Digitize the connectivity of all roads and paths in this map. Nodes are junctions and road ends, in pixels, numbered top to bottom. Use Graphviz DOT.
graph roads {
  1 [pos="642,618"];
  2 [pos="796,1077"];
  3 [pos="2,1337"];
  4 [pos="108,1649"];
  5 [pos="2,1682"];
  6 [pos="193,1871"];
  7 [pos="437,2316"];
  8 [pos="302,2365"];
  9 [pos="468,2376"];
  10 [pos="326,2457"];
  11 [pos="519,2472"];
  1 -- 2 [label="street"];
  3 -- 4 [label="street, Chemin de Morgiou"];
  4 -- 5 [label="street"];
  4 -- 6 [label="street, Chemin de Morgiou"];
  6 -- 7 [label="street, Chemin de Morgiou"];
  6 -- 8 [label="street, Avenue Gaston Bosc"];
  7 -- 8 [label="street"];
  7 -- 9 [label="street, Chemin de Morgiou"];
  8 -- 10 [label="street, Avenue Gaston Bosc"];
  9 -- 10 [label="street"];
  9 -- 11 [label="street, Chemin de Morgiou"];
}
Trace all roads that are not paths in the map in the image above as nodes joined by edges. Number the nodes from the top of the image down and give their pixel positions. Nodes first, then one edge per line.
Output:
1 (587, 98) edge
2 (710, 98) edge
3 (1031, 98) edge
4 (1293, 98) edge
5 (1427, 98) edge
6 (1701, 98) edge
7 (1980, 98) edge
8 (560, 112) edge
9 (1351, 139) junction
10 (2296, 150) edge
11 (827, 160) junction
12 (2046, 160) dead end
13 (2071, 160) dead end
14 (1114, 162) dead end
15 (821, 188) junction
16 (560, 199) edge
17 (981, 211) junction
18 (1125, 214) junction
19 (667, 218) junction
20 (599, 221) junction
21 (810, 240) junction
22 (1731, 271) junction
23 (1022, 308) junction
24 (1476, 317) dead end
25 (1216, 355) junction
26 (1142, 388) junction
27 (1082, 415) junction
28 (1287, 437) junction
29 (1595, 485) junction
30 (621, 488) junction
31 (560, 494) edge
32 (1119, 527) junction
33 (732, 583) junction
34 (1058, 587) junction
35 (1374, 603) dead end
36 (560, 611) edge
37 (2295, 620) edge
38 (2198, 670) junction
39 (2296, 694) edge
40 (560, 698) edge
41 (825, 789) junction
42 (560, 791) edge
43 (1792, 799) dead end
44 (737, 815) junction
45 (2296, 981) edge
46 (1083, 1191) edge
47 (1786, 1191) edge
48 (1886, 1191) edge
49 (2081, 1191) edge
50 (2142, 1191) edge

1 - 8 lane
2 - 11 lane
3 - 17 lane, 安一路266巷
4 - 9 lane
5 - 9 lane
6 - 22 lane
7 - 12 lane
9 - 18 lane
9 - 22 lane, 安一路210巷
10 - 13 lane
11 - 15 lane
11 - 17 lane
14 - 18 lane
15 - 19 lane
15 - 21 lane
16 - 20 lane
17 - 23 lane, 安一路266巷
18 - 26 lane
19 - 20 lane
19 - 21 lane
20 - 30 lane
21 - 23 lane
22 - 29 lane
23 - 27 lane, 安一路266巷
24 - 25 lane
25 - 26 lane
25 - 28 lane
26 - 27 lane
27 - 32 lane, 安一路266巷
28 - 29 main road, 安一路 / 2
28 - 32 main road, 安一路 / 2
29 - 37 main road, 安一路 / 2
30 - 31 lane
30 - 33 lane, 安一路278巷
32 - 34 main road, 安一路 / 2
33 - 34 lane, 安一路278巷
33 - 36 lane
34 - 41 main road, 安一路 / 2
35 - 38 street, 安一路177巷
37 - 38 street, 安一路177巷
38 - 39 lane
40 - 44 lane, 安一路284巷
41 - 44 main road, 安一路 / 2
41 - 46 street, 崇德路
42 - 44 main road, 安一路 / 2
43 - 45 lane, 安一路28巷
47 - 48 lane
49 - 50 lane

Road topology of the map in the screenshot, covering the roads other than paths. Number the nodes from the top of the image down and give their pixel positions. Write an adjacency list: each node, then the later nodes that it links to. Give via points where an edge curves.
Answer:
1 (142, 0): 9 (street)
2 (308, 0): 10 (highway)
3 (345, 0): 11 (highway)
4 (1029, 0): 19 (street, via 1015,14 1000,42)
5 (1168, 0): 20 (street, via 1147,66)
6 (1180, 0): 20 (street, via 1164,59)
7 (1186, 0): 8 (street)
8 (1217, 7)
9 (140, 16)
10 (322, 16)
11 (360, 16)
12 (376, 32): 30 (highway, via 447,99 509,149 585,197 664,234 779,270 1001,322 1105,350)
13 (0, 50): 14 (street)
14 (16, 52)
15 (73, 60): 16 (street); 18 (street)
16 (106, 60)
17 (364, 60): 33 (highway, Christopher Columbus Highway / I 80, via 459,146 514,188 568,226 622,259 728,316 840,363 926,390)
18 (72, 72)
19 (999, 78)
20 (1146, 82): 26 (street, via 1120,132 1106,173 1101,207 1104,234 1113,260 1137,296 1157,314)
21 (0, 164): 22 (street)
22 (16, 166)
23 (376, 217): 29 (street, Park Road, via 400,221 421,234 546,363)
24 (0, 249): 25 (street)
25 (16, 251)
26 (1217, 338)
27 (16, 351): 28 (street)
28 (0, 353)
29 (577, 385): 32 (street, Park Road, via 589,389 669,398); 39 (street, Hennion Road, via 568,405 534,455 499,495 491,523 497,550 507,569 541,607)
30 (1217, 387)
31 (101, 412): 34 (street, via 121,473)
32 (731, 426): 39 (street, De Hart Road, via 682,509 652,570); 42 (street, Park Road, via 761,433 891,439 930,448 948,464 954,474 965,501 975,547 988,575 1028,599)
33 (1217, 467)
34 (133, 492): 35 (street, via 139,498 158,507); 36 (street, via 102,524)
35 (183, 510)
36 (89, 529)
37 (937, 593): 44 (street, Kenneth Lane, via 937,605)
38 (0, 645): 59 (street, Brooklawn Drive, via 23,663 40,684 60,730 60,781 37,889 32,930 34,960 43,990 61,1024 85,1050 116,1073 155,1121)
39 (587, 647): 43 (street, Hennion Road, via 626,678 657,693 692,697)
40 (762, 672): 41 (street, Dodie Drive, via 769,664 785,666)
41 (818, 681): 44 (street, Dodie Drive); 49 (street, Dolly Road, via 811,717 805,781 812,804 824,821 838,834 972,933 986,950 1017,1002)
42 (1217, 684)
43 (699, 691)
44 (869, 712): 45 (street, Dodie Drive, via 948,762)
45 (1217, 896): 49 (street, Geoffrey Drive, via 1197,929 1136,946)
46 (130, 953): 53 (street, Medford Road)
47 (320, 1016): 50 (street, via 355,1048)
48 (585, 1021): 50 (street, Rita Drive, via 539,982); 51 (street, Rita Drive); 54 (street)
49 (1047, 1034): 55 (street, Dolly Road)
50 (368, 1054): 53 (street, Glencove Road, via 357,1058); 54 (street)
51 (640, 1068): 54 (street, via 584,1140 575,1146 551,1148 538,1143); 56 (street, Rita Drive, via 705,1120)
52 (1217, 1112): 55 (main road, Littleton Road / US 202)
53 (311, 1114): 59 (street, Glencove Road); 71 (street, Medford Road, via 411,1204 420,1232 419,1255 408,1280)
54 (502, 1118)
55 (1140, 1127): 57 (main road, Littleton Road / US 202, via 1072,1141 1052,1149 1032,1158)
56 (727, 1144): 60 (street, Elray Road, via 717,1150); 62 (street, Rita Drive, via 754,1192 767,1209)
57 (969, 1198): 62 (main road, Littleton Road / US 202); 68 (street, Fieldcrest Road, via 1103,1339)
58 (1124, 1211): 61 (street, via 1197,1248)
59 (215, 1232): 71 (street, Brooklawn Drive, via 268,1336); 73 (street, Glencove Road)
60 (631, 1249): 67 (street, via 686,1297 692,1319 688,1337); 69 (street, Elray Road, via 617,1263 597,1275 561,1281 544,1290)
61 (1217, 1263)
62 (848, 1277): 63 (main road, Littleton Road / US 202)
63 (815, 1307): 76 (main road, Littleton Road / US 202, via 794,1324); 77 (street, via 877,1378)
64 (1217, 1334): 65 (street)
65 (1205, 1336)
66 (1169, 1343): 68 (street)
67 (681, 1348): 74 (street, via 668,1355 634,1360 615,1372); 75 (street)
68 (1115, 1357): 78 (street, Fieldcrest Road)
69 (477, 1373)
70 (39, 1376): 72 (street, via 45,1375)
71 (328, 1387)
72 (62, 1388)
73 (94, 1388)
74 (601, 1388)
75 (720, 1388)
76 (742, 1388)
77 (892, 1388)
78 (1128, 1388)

········

WHAT IS NEEDED: Whenever a line above includes "Park", copy it in full.

TASK RESULT:
23 (376, 217): 29 (street, Park Road, via 400,221 421,234 546,363)
29 (577, 385): 32 (street, Park Road, via 589,389 669,398); 39 (street, Hennion Road, via 568,405 534,455 499,495 491,523 497,550 507,569 541,607)
32 (731, 426): 39 (street, De Hart Road, via 682,509 652,570); 42 (street, Park Road, via 761,433 891,439 930,448 948,464 954,474 965,501 975,547 988,575 1028,599)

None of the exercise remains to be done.